§ **Task requirements**
Which of the lines below include the word "Palo"? Pull each one out.

§ **Collected data entries**

- Opening Delimiter -

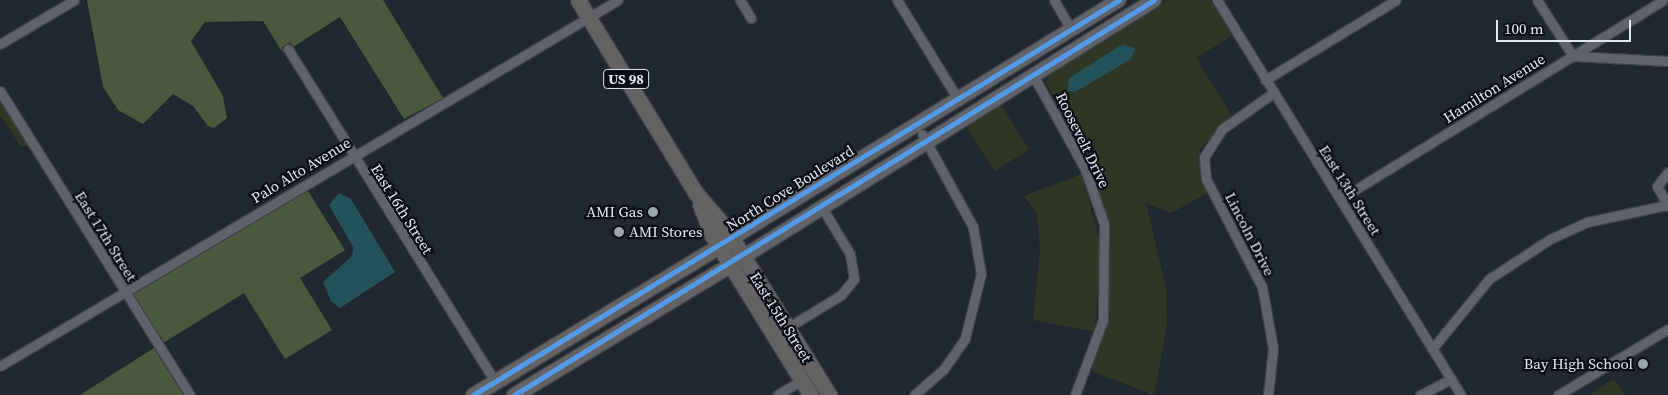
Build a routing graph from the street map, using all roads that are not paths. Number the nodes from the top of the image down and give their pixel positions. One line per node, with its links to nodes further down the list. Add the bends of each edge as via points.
1 (74, 0): 16 (street)
2 (578, 0): 13 (main road, East 15th Street / US 98)
3 (618, 0): 13 (street, Palo Alto Avenue)
4 (740, 0): 14 (street)
5 (897, 0): 24 (street)
6 (1054, 0): 15 (street)
7 (1119, 0): 15 (main road, North Cove Boulevard)
8 (1154, 0): 20 (main road)
9 (1217, 0): 21 (street, East 13th Street)
10 (1396, 0): 21 (street)
11 (1537, 0): 18 (street)
12 (1663, 0): 18 (street, Hamilton Avenue)
13 (588, 17): 26 (street, Palo Alto Avenue); 31 (main road, East 15th Street / US 98)
14 (751, 18)
15 (1071, 29): 24 (main road, North Cove Boulevard)
16 (0, 44)
17 (288, 49): 26 (street, East 16th Street)
18 (1573, 56): 19 (street); 28 (street, Hamilton Avenue)
19 (1668, 60)
20 (1033, 74): 25 (main road); 49 (street, Roosevelt Drive, via 1085,170 1104,224 1103,320)
21 (1265, 80): 23 (street, East 13th Street)
22 (0, 91): 33 (street, East 17th Street)
23 (1273, 93): 28 (street, East 13th Street); 50 (street, Lincoln Drive, via 1222,129 1207,147 1206,178 1247,254 1270,319 1273,348)
24 (958, 99): 25 (main road, via 952,114); 31 (main road, North Cove Boulevard)
25 (924, 137): 29 (main road, North Cove Boulevard, via 903,155); 48 (street, via 973,227 981,282 965,338 943,370)
26 (352, 154): 33 (street, Palo Alto Avenue); 41 (street, East 16th Street)
27 (1665, 175): 30 (street, via 1657,186)
28 (1340, 199): 36 (street, East 13th Street)
29 (821, 206): 32 (main road, North Cove Boulevard); 34 (street, via 850,254 854,278 838,298)
30 (1668, 206): 36 (street, via 1587,222 1550,239 1489,279)
31 (725, 242): 32 (main road, East 15th Street / US 98); 41 (main road, North Cove Boulevard)
32 (737, 261): 34 (main road, East 15th Street / US 98); 40 (main road, East 15th Street / US 98); 44 (main road, North Cove Boulevard)
33 (125, 292): 37 (street, Palo Alto Avenue); 42 (street, East 17th Street)
34 (788, 328): 38 (main road, East 15th Street / US 98)
35 (1668, 329): 53 (street)
36 (1432, 349): 39 (street, East 13th Street)
37 (0, 366)
38 (815, 372): 40 (main road); 47 (main road, East 15th Street / US 98)
39 (1451, 379): 51 (street); 52 (street, East 13th Street)
40 (802, 380): 45 (street); 46 (main road, East 15th Street / US 98)
41 (495, 382): 43 (main road, North Cove Boulevard)
42 (190, 395)
43 (473, 395)
44 (514, 395)
45 (777, 395)
46 (811, 395)
47 (829, 395)
48 (914, 395)
49 (1075, 395)
50 (1268, 395)
51 (1420, 395)
52 (1461, 395)
53 (1558, 395)

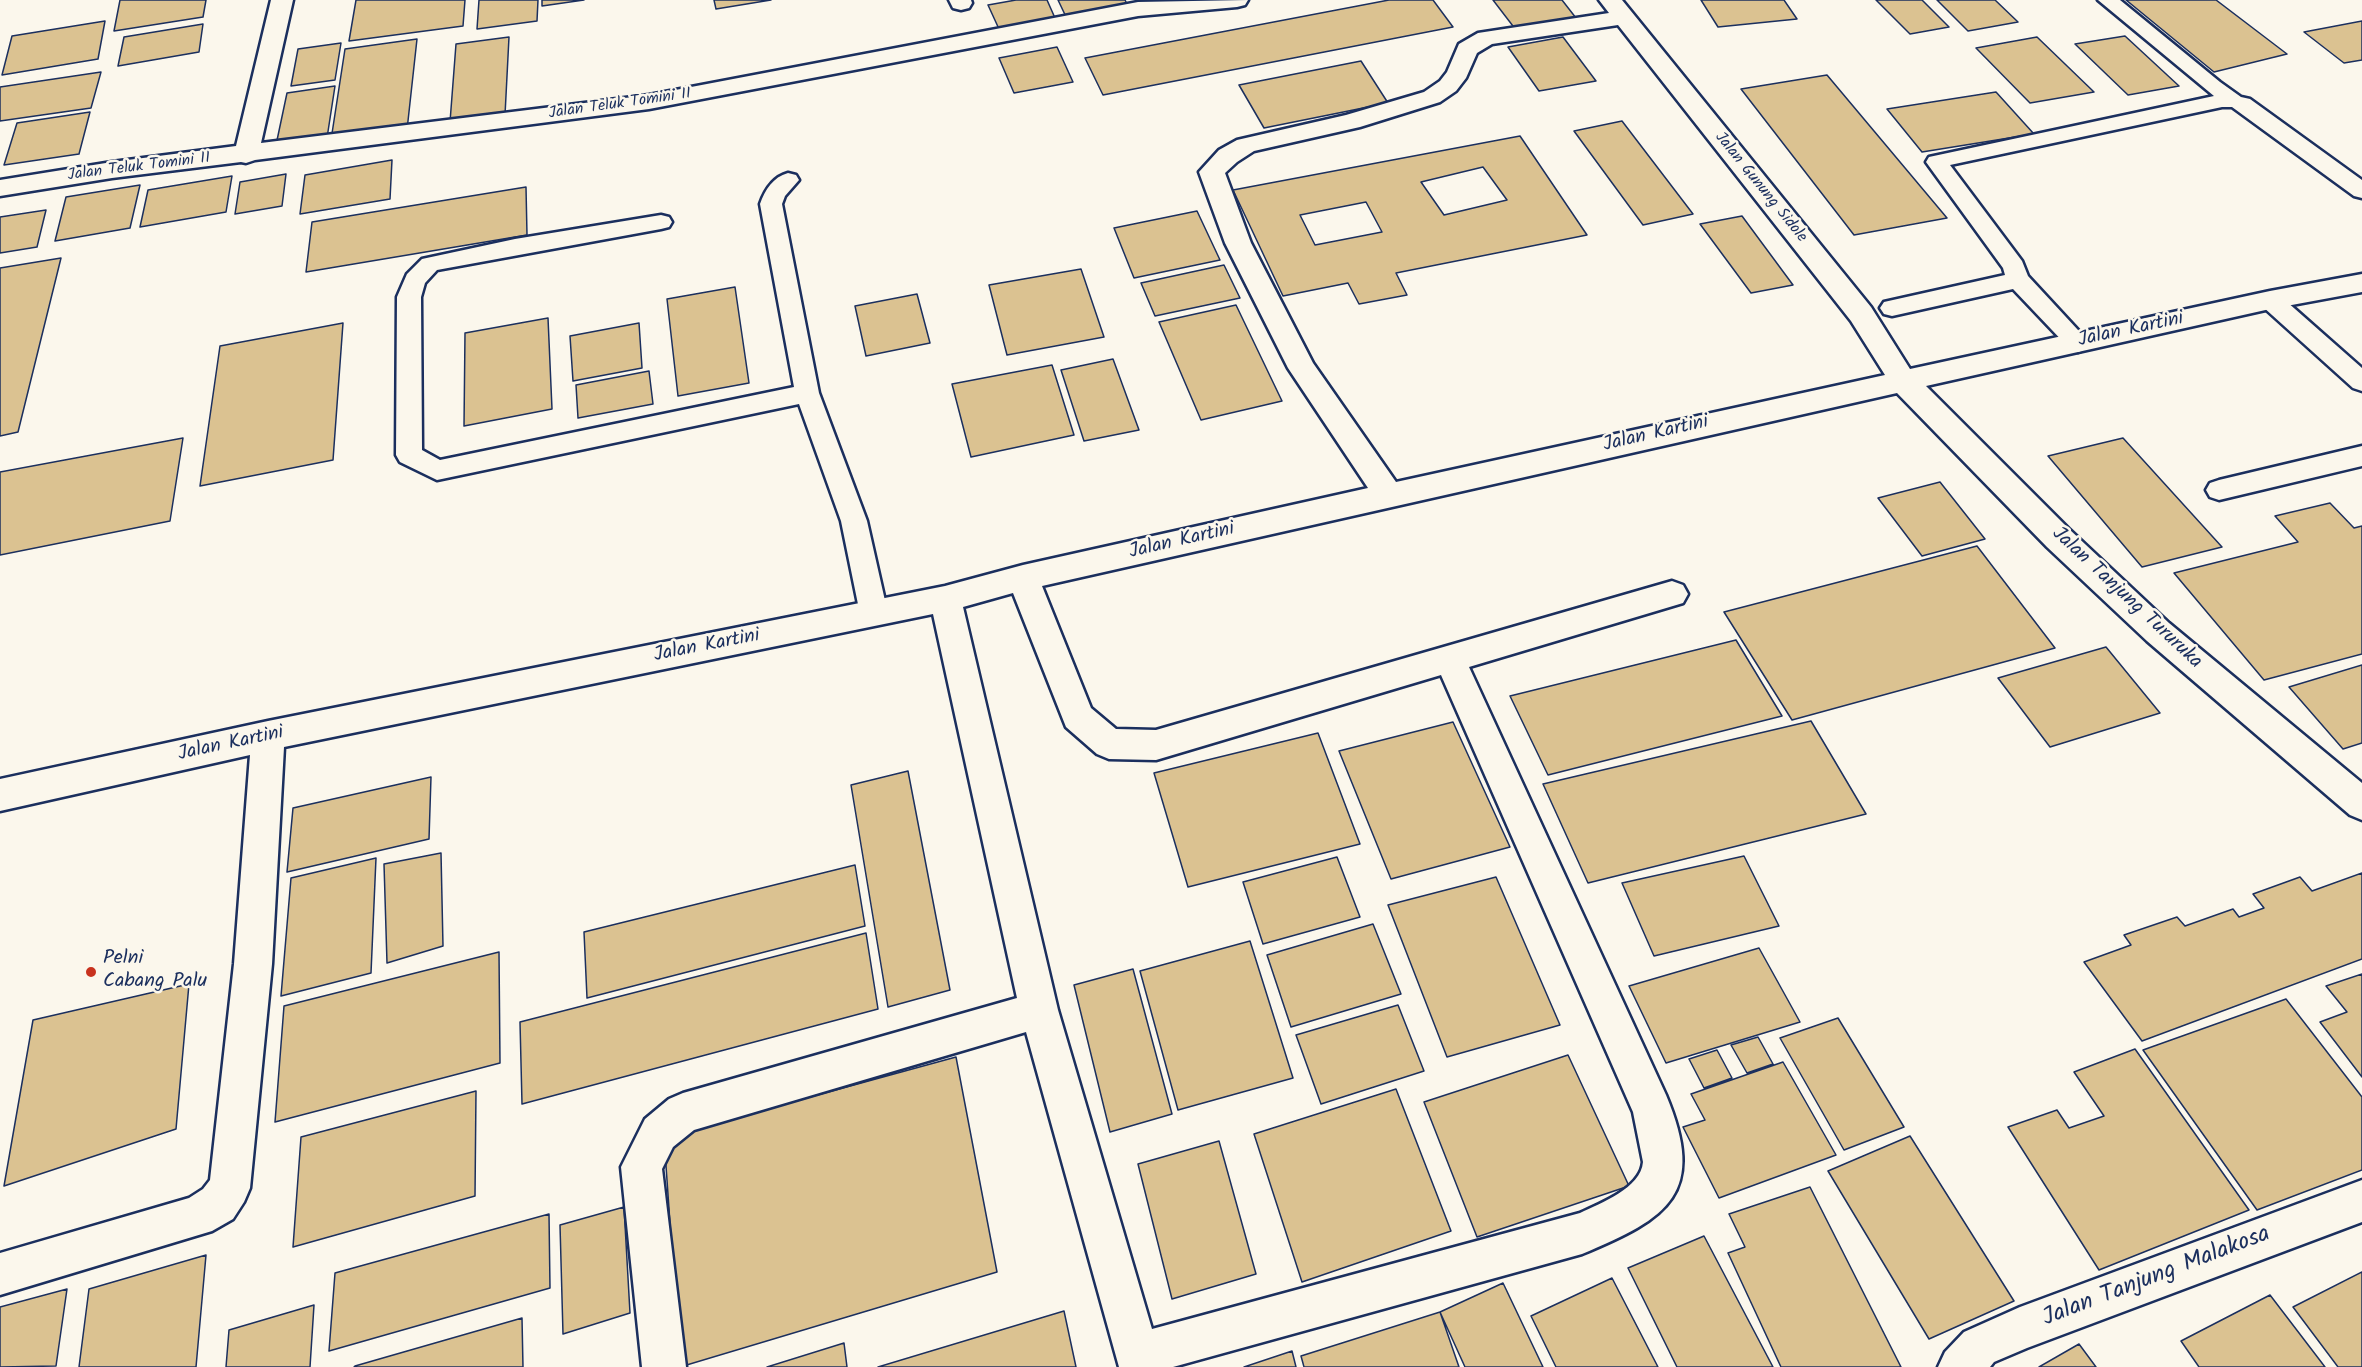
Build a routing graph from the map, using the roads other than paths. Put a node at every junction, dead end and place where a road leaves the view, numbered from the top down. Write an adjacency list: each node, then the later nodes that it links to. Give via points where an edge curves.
1 (282, 0): 7 (street)
2 (1237, 0): 4 (street, Jalan Teluk Tomini II)
3 (2108, 0): 6 (lane)
4 (1161, 3): 7 (street, Jalan Teluk Tomini II, via 661,100)
5 (1616, 9): 17 (street, Jalan Gunung Sidole, via 1861,314); 22 (street, via 1486,38 1467,49 1458,73 1432,97 1351,122 1246,145 1212,172 1238,243 1302,368)
6 (2234, 101): 10 (lane); 12 (lane, via 1937,162 2014,267)
7 (246, 155): 9 (street, Jalan Teluk Tomini II)
8 (788, 180): 19 (lane, via 775,193 771,204)
9 (0, 188)
10 (2362, 191)
11 (661, 222): 19 (lane, via 430,264 415,280 409,297 409,455 437,470)
12 (2017, 279): 15 (lane); 16 (lane)
13 (2362, 283): 14 (street, Jalan Kartini)
14 (2270, 300): 16 (street, Jalan Kartini); 18 (lane)
15 (1892, 308)
16 (2078, 343): 17 (street, Jalan Kartini)
17 (1903, 381): 22 (street, Jalan Kartini); 30 (street, Jalan Tanjung Tururuka, via 2058,538 2158,632)
18 (2362, 382)
19 (807, 393): 26 (lane, via 854,521)
20 (2362, 456): 21 (lane)
21 (2219, 490)
22 (1389, 495): 23 (street, Jalan Kartini)
23 (1023, 578): 25 (street, Jalan Kartini); 27 (street, via 1078,717 1109,744 1156,745)
24 (1672, 594): 27 (street)
25 (945, 599): 26 (street, Jalan Kartini); 31 (street)
26 (874, 614): 28 (street, Jalan Kartini)
27 (1450, 660): 34 (street, via 1652,1109 1662,1146 1662,1176 1643,1199 1610,1221 1582,1233)
28 (268, 736): 29 (street, Jalan Kartini); 33 (street, via 253,964 230,1188 218,1204 197,1216)
29 (0, 795)
30 (2362, 804)
31 (1039, 1010): 34 (street); 35 (street, via 683,1113 658,1133 641,1167)
32 (2362, 1201): 36 (street, Jalan Tanjung Malakosa, via 2020,1329 1979,1347)
33 (0, 1274)
34 (1139, 1361)
35 (664, 1367)
36 (1960, 1367)

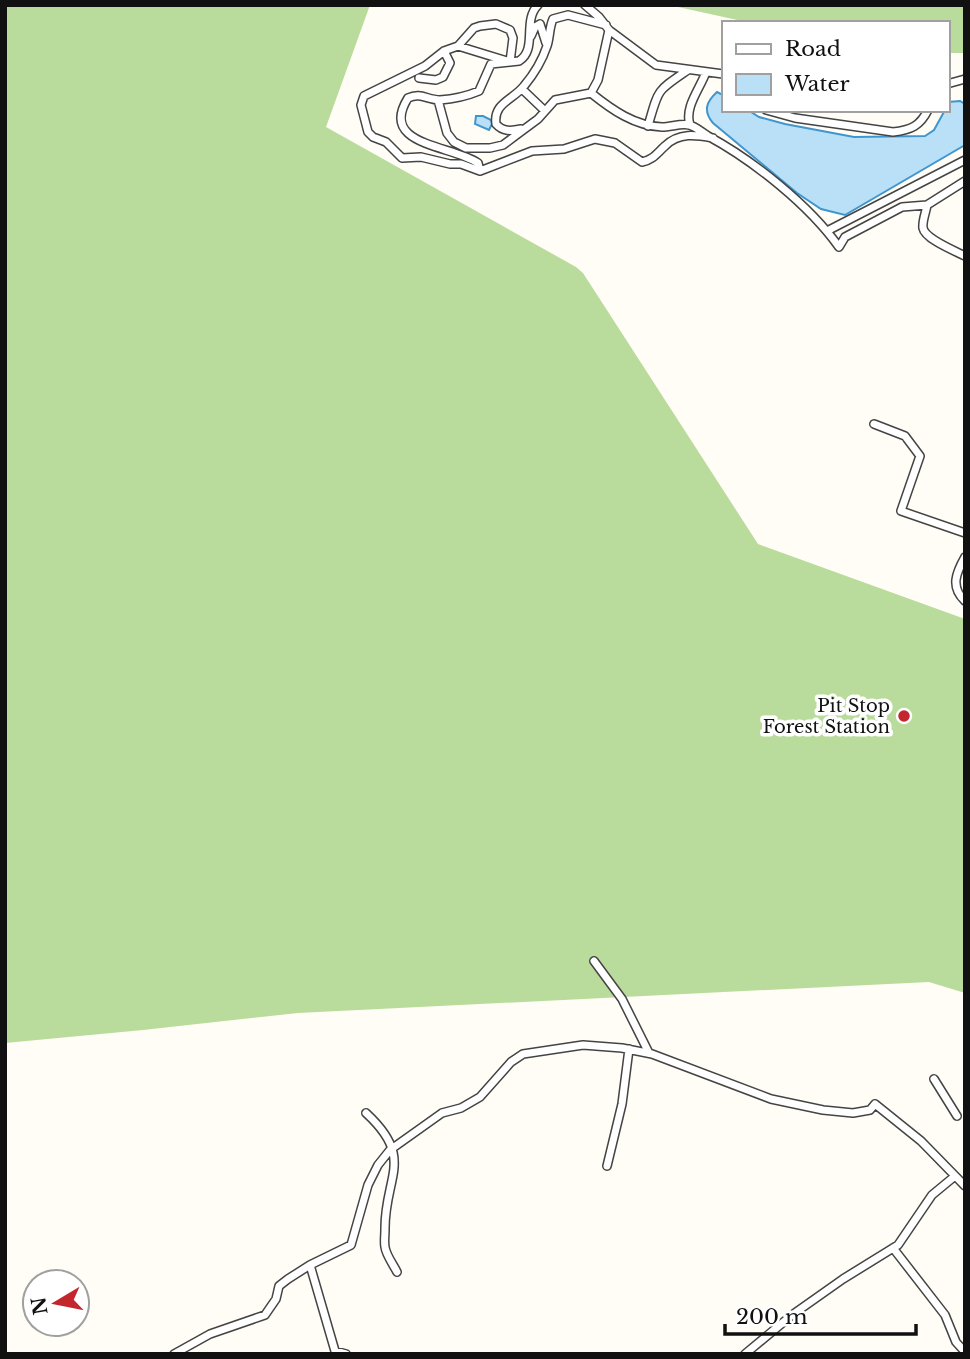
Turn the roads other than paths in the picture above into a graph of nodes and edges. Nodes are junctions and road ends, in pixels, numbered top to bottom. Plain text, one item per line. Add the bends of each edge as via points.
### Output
1 (538, 5) edge
2 (585, 5) edge
3 (607, 27) junction
4 (529, 39) junction
5 (548, 45) junction
6 (458, 46) junction
7 (444, 51) junction
8 (510, 62) junction
9 (688, 69) junction
10 (706, 72) junction
11 (722, 74) edge
12 (419, 78) dead end
13 (522, 89) junction
14 (591, 93) junction
15 (438, 100) junction
16 (545, 111) junction
17 (773, 112) edge
18 (927, 112) edge
19 (690, 125) junction
20 (648, 126) junction
21 (525, 129) junction
22 (713, 138) junction
23 (965, 160) edge
24 (480, 171) junction
25 (965, 181) edge
26 (927, 205) junction
27 (827, 231) junction
28 (965, 256) edge
29 (874, 424) dead end
30 (965, 533) edge
31 (965, 557) edge
32 (965, 601) edge
33 (594, 961) dead end
34 (629, 1049) junction
35 (649, 1053) junction
36 (934, 1079) dead end
37 (366, 1113) dead end
38 (957, 1116) dead end
39 (393, 1147) junction
40 (607, 1166) dead end
41 (954, 1176) junction
42 (965, 1186) edge
43 (893, 1248) junction
44 (310, 1265) junction
45 (397, 1272) dead end
46 (965, 1352) edge
47 (174, 1354) edge
48 (346, 1354) edge
49 (745, 1354) edge

1 - 4 street via 532,11
2 - 3 street
3 - 5 street via 558,16 551,22
3 - 9 street via 649,62
3 - 14 street via 598,80
4 - 5 street via 540,24
4 - 8 street via 524,58
5 - 13 street
6 - 7 street
6 - 8 street
6 - 8 street via 474,28 503,25 513,38
7 - 12 street via 450,63 443,77
7 - 24 street via 425,66 367,93 361,102 363,118 369,132 402,158 421,157
8 - 15 street via 491,64 479,91
9 - 10 street
9 - 20 street via 662,87
10 - 11 street
10 - 19 street via 688,110
13 - 16 street
13 - 21 street via 499,106 495,118 503,130
14 - 16 street via 555,100
14 - 20 street
15 - 21 street via 450,138 466,148 497,147
15 - 24 street via 417,94 408,98 401,115 405,131 466,156 478,163
16 - 21 street
17 - 18 street via 893,132 908,131
19 - 20 street
19 - 22 street
22 - 24 street via 678,137 642,162 614,143 595,139 564,149 533,151
22 - 27 street via 770,179
23 - 27 street
25 - 26 street
26 - 27 street via 902,207 845,237 839,247
26 - 28 street via 925,233
29 - 30 street via 905,436 920,456 901,511
31 - 32 street via 955,583
33 - 35 street via 622,999
34 - 35 street
34 - 39 street via 583,1045 523,1054 480,1097 442,1113
34 - 40 street
35 - 41 street via 771,1099 847,1112 870,1110 875,1104 921,1141
36 - 38 street
37 - 39 street
39 - 44 street via 368,1185 353,1242
39 - 45 street via 394,1174 384,1213 385,1248
41 - 42 street
41 - 43 street via 932,1195
43 - 46 street via 945,1315
43 - 49 street via 792,1315
44 - 47 street via 279,1286 265,1315 211,1334
44 - 48 street via 335,1351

- Closing Delimiter -

§ **Exercise result**
3 (618, 0): 13 (street, Palo Alto Avenue)
13 (588, 17): 26 (street, Palo Alto Avenue); 31 (main road, East 15th Street / US 98)
26 (352, 154): 33 (street, Palo Alto Avenue); 41 (street, East 16th Street)
33 (125, 292): 37 (street, Palo Alto Avenue); 42 (street, East 17th Street)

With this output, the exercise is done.